Images with keypoint coordinates:
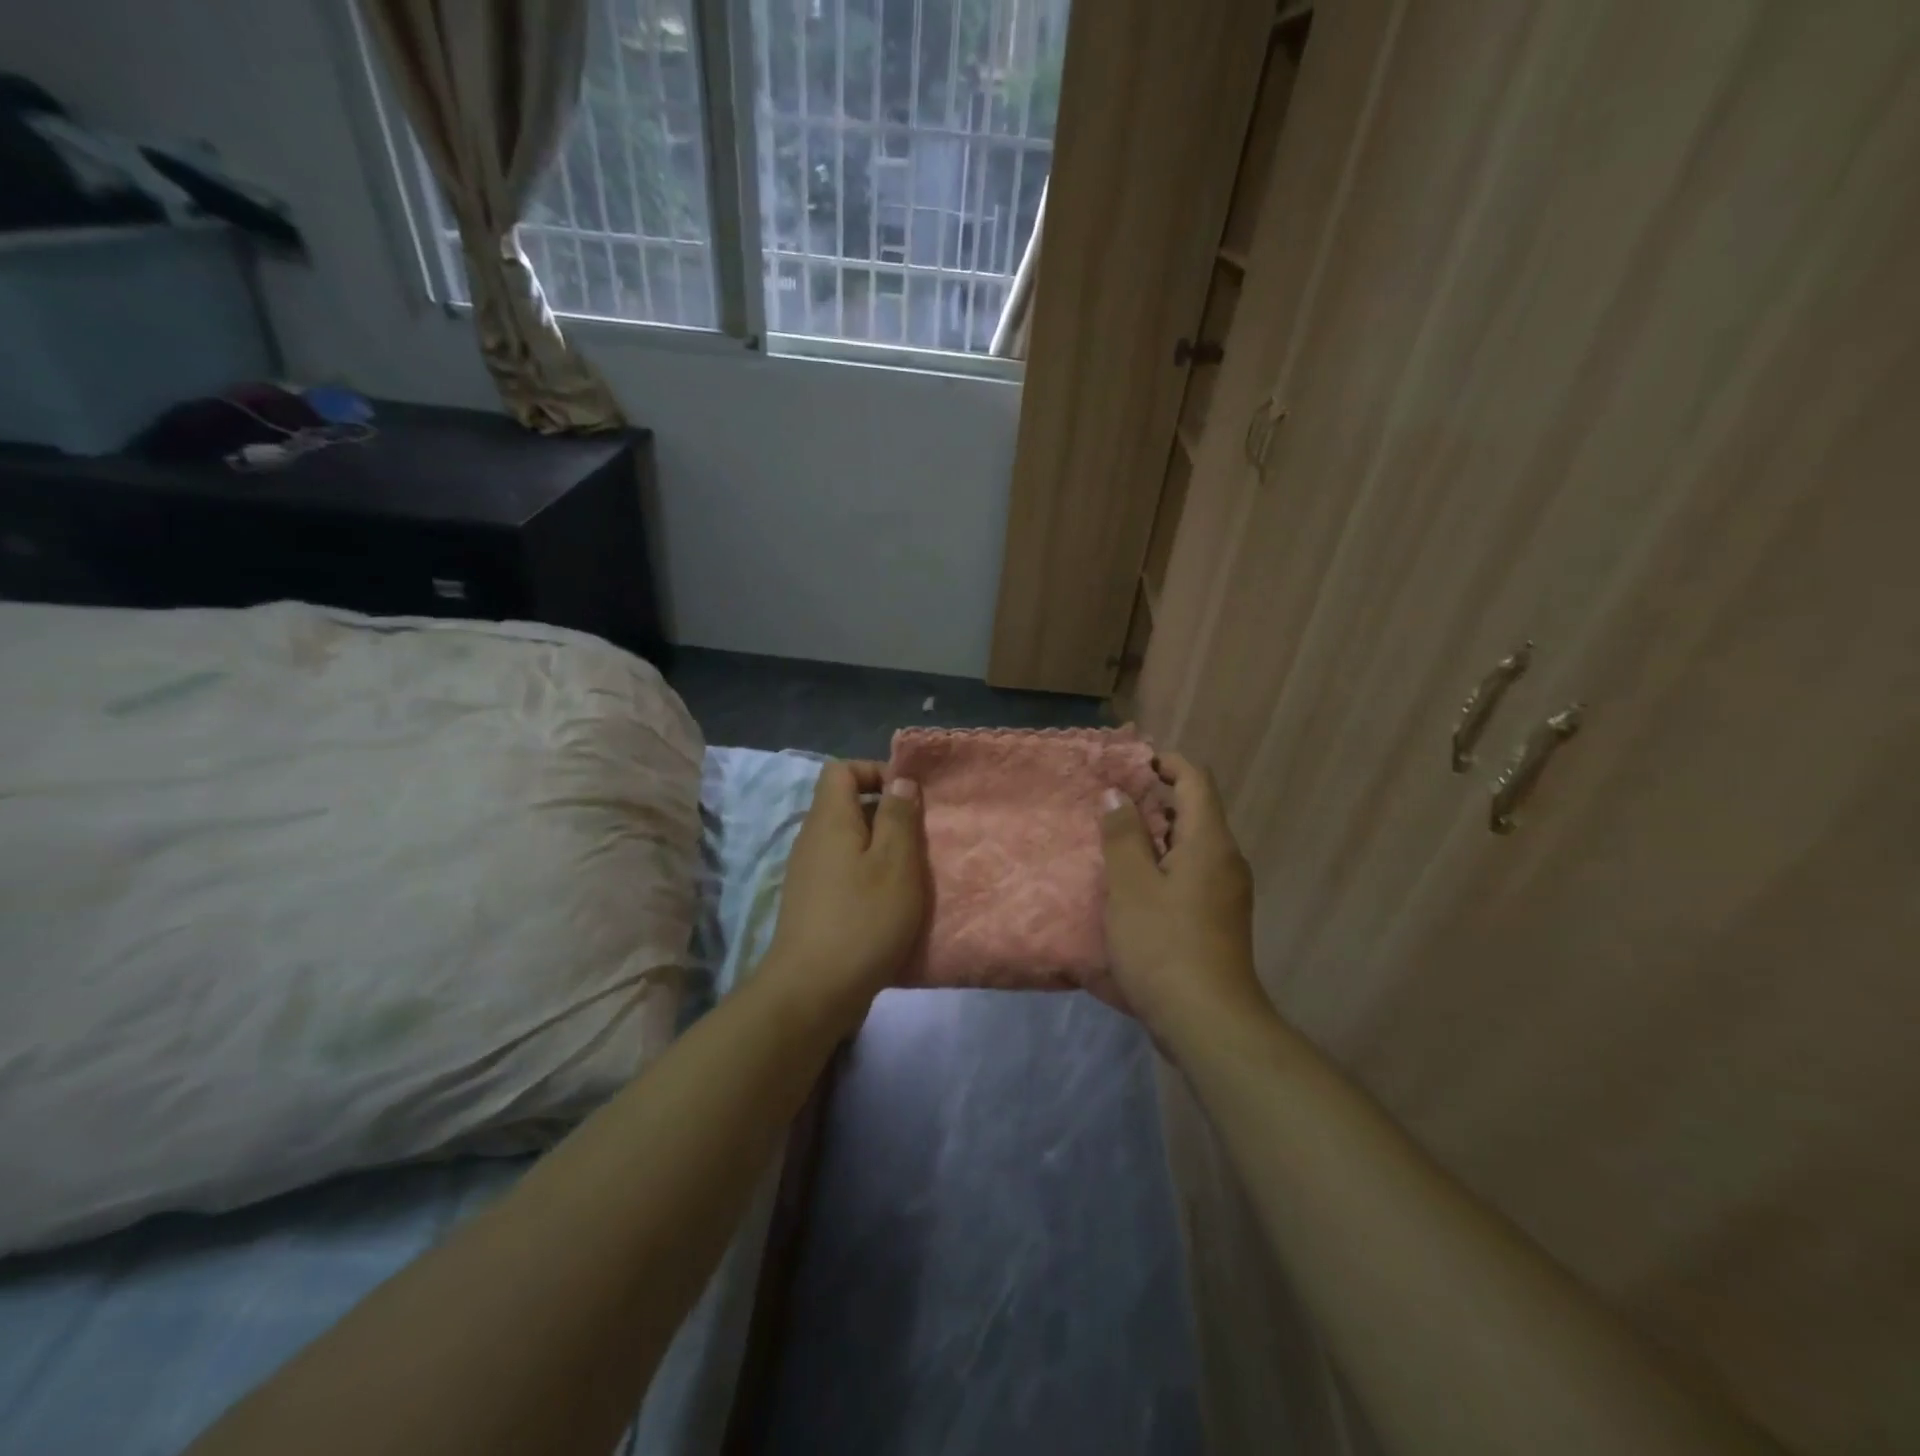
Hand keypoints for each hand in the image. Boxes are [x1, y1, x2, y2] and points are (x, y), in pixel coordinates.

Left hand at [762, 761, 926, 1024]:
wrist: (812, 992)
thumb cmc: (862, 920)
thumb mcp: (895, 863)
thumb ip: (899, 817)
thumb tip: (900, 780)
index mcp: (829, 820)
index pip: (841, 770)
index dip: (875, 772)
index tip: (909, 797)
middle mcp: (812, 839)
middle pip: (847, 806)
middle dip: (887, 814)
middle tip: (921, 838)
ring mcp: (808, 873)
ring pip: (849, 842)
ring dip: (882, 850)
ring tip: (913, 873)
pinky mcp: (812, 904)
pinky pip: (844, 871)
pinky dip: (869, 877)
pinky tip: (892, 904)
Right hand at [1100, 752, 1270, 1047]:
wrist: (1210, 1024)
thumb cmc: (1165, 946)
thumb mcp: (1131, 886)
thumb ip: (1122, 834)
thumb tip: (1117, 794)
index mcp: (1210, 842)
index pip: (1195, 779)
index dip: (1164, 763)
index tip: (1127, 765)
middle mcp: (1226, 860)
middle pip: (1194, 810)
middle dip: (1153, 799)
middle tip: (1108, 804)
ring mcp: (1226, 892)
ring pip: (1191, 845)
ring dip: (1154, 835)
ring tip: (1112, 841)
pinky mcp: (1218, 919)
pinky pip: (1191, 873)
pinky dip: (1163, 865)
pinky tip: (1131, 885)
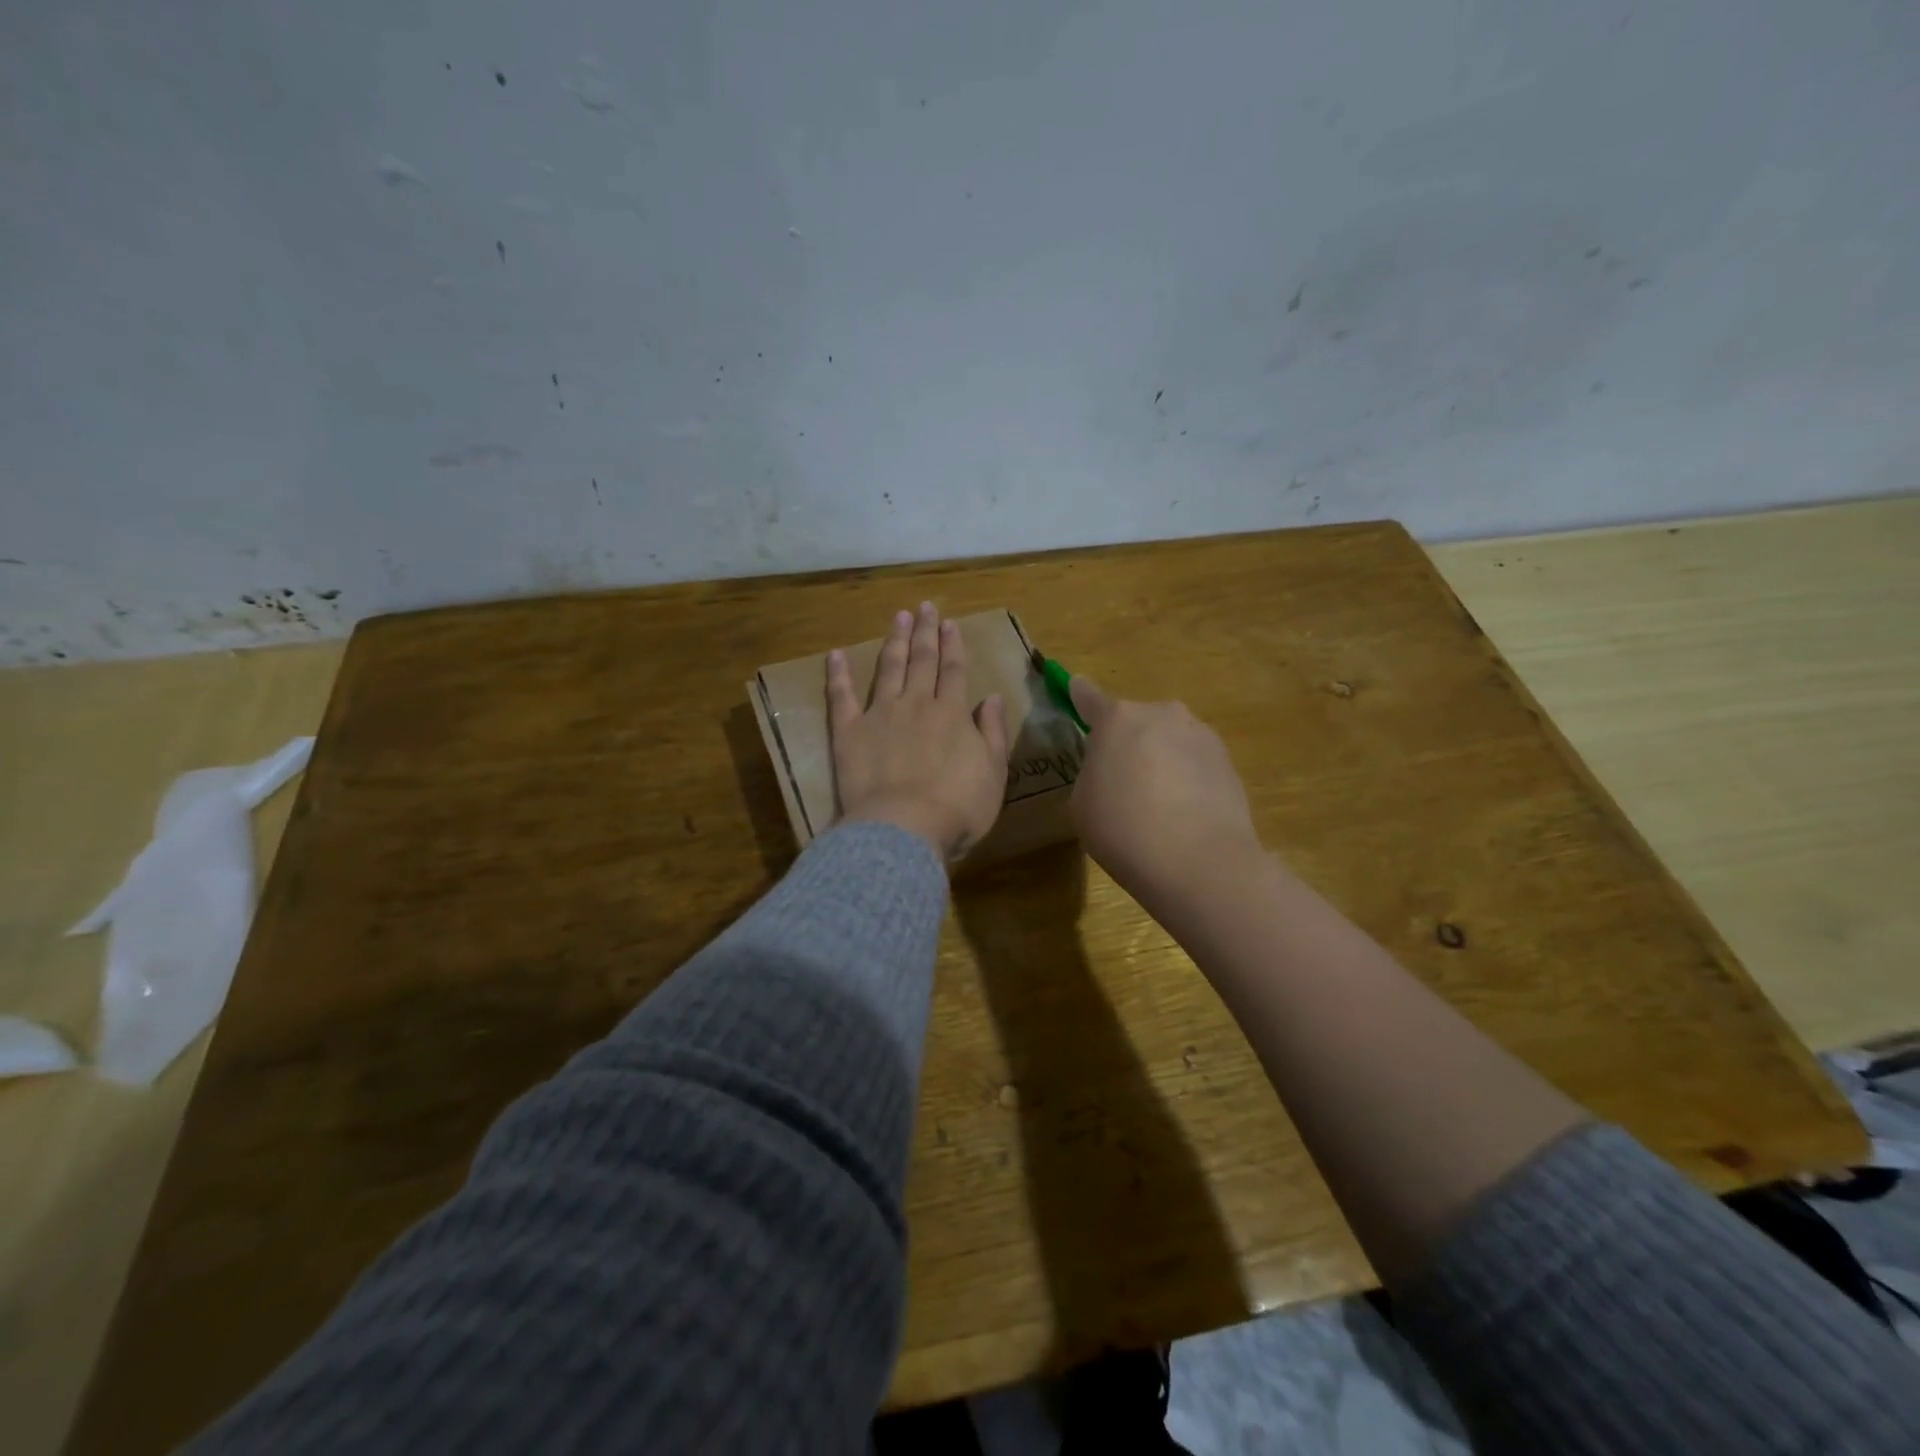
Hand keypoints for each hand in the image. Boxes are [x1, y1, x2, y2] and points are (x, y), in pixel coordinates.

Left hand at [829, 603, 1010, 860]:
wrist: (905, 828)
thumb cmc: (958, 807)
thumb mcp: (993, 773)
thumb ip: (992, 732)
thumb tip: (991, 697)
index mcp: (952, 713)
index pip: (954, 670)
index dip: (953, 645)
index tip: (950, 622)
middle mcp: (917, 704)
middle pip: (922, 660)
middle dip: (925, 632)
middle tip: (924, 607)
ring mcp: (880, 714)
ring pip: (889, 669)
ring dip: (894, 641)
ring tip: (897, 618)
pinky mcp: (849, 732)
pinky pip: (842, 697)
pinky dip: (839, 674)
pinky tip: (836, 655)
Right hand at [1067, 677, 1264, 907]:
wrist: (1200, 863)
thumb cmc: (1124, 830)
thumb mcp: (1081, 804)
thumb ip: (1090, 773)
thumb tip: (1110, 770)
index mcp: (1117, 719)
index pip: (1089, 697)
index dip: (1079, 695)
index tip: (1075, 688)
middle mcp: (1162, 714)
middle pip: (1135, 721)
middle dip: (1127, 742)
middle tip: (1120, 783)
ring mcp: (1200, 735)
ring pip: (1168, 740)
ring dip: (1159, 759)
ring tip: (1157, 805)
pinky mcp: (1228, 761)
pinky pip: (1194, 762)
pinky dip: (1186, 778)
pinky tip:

▶ AIM OF THE TASK
This exercise calls for the line containing "wrist: (1200, 863)" and each line after it in the records, copied exactly.

▶ EXPECTED ANSWER
wrist: (1200, 863)
thumb cmc: (1124, 830)
thumb mcp: (1081, 804)
thumb ip: (1090, 773)
thumb tip: (1110, 770)
index mcp: (1117, 719)
index pip: (1089, 697)
index dip: (1079, 695)
index tip: (1075, 688)
middle mcp: (1162, 714)
middle pip: (1135, 721)
middle dip: (1127, 742)
middle tip: (1120, 783)
ring mcp: (1200, 735)
ring pip: (1168, 740)
ring dip: (1159, 759)
ring tip: (1157, 805)
pinky mcp: (1228, 761)
pinky pip: (1194, 762)
pinky dip: (1186, 778)
pinky tip:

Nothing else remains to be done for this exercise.